Dataset entries:
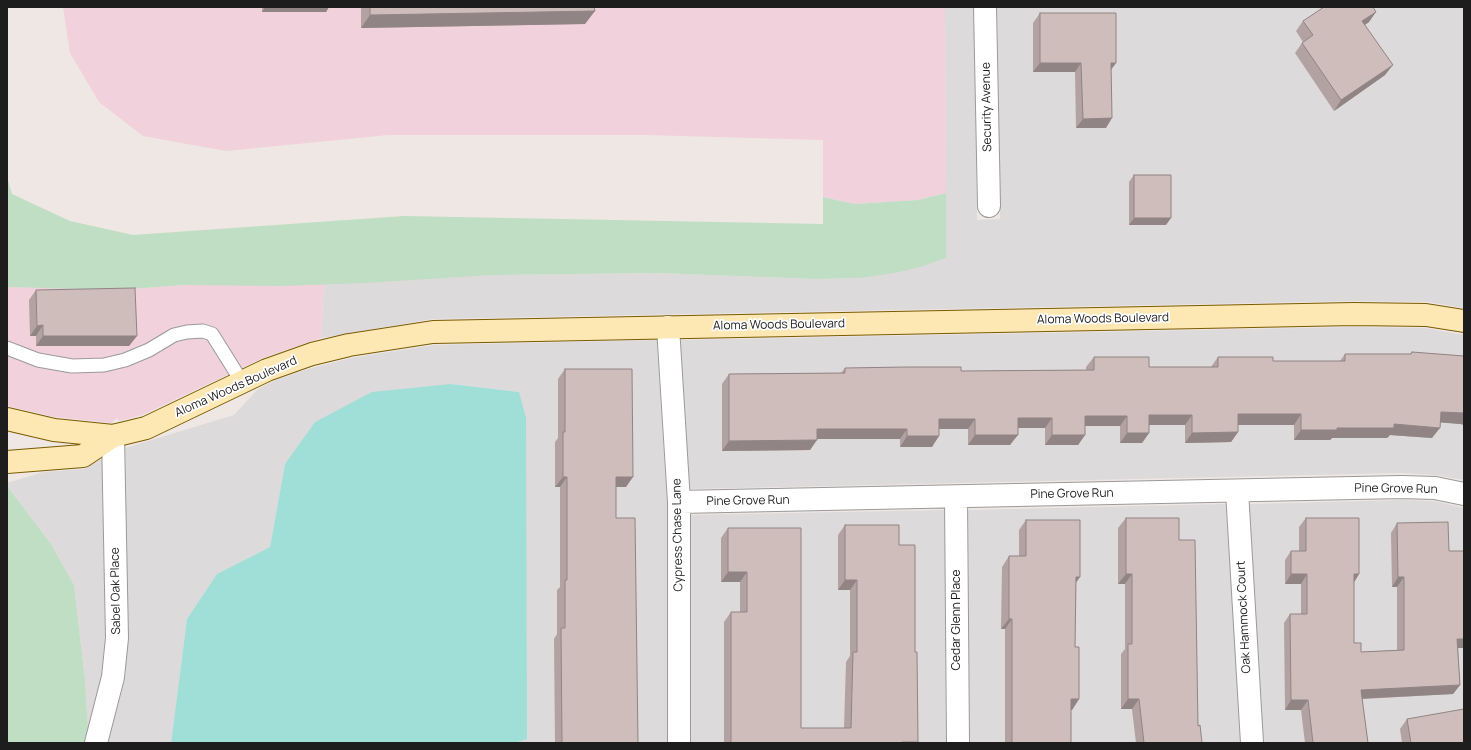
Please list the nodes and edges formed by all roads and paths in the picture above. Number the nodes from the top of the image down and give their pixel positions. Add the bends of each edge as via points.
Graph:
1 (986, 7) edge
2 (989, 206) dead end
3 (1464, 321) edge
4 (668, 327) junction
5 (7, 348) edge
6 (242, 382) junction
7 (7, 419) edge
8 (113, 436) junction
9 (7, 462) edge
10 (1237, 491) junction
11 (1464, 494) edge
12 (956, 497) junction
13 (679, 502) junction
14 (96, 743) edge
15 (679, 743) edge
16 (958, 743) edge
17 (1252, 743) edge

1 - 2 street, Security Avenue
3 - 4 street, Aloma Woods Boulevard via 1426,315 1354,314
4 - 6 street, Aloma Woods Boulevard via 433,332 349,345 312,354
4 - 13 street, Cypress Chase Lane
5 - 6 lane via 38,360 72,366 104,365 150,350 174,335 203,331 212,334
6 - 8 street, Aloma Woods Boulevard via 146,428
7 - 8 street, Aloma Woods Boulevard via 54,430
8 - 9 street, Aloma Woods Boulevard via 83,456
8 - 14 street, Sabel Oak Place via 117,638 114,677
10 - 11 street, Pine Grove Run via 1402,486 1435,488
10 - 12 street, Pine Grove Run
10 - 17 street, Oak Hammock Court
12 - 13 street, Pine Grove Run
12 - 16 street, Cedar Glenn Place
13 - 15 street, Cypress Chase Lane

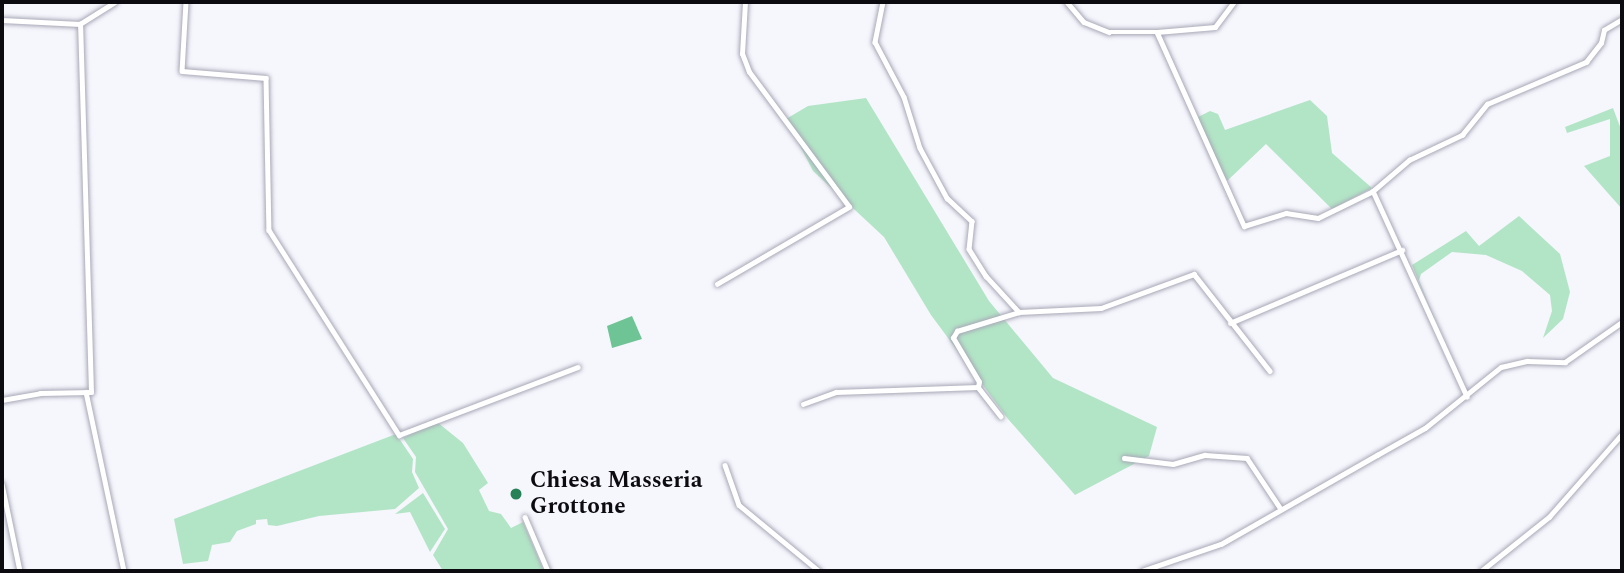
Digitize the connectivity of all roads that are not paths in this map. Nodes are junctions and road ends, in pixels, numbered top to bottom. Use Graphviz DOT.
graph roads {
  1 [pos="115,2"];
  2 [pos="186,2"];
  3 [pos="745,2"];
  4 [pos="883,2"];
  5 [pos="1067,2"];
  6 [pos="1234,2"];
  7 [pos="1622,19"];
  8 [pos="2,20"];
  9 [pos="80,24"];
  10 [pos="1157,32"];
  11 [pos="1373,191"];
  12 [pos="1402,250"];
  13 [pos="717,284"];
  14 [pos="1019,312"];
  15 [pos="1622,322"];
  16 [pos="1229,323"];
  17 [pos="578,367"];
  18 [pos="1270,371"];
  19 [pos="978,387"];
  20 [pos="86,392"];
  21 [pos="1467,396"];
  22 [pos="2,400"];
  23 [pos="803,404"];
  24 [pos="1001,416"];
  25 [pos="1622,434"];
  26 [pos="1124,457"];
  27 [pos="724,465"];
  28 [pos="2,484"];
  29 [pos="1280,509"];
  30 [pos="525,517"];
  31 [pos="20,571"];
  32 [pos="124,571"];
  33 [pos="548,571"];
  34 [pos="819,571"];
  35 [pos="1142,571"];
  36 [pos="1481,571"];
  1 -- 9 [label="street"];
  2 -- 17 [label="street"];
  3 -- 13 [label="street"];
  4 -- 14 [label="street"];
  5 -- 10 [label="street"];
  6 -- 10 [label="street"];
  7 -- 11 [label="street"];
  8 -- 9 [label="street"];
  9 -- 20 [label="street"];
  10 -- 11 [label="street"];
  11 -- 12 [label="street"];
  12 -- 16 [label="street"];
  12 -- 21 [label="street"];
  14 -- 16 [label="street"];
  14 -- 19 [label="street"];
  15 -- 21 [label="street"];
  16 -- 18 [label="street"];
  19 -- 23 [label="street"];
  19 -- 24 [label="street"];
  20 -- 22 [label="street"];
  20 -- 32 [label="street"];
  21 -- 29 [label="street"];
  25 -- 36 [label="street"];
  26 -- 29 [label="street"];
  27 -- 34 [label="street"];
  28 -- 31 [label="street"];
  29 -- 35 [label="street"];
  30 -- 33 [label="street"];
}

Exercise description: Among the lines of the data above, find those with the word "Grove" and show them.

Answer section:
10 - 11 street, Pine Grove Run via 1402,486 1435,488
10 - 12 street, Pine Grove Run
12 - 13 street, Pine Grove Run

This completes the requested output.